The problem -
Nothing in the records that follow should differ once you have copied them out.

Data for analysis -
========

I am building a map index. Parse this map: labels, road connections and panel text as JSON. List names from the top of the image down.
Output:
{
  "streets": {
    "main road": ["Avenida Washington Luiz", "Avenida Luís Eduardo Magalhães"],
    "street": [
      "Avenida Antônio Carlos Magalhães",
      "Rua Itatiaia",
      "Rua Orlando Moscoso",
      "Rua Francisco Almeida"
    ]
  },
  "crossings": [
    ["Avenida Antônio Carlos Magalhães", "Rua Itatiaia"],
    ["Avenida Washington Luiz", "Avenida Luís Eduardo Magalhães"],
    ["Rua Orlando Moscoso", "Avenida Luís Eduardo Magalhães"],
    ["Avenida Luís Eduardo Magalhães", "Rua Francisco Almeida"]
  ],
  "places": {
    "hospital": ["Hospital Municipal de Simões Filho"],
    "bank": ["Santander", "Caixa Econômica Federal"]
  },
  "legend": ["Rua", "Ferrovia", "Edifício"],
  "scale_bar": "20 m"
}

========

Solution -
I am building a map index. Parse this map: labels, road connections and panel text as JSON. List names from the top of the image down.
Output:
{
  "streets": {
    "main road": ["Avenida Washington Luiz", "Avenida Luís Eduardo Magalhães"],
    "street": [
      "Avenida Antônio Carlos Magalhães",
      "Rua Itatiaia",
      "Rua Orlando Moscoso",
      "Rua Francisco Almeida"
    ]
  },
  "crossings": [
    ["Avenida Antônio Carlos Magalhães", "Rua Itatiaia"],
    ["Avenida Washington Luiz", "Avenida Luís Eduardo Magalhães"],
    ["Rua Orlando Moscoso", "Avenida Luís Eduardo Magalhães"],
    ["Avenida Luís Eduardo Magalhães", "Rua Francisco Almeida"]
  ],
  "places": {
    "hospital": ["Hospital Municipal de Simões Filho"],
    "bank": ["Santander", "Caixa Econômica Federal"]
  },
  "legend": ["Rua", "Ferrovia", "Edifício"],
  "scale_bar": "20 m"
}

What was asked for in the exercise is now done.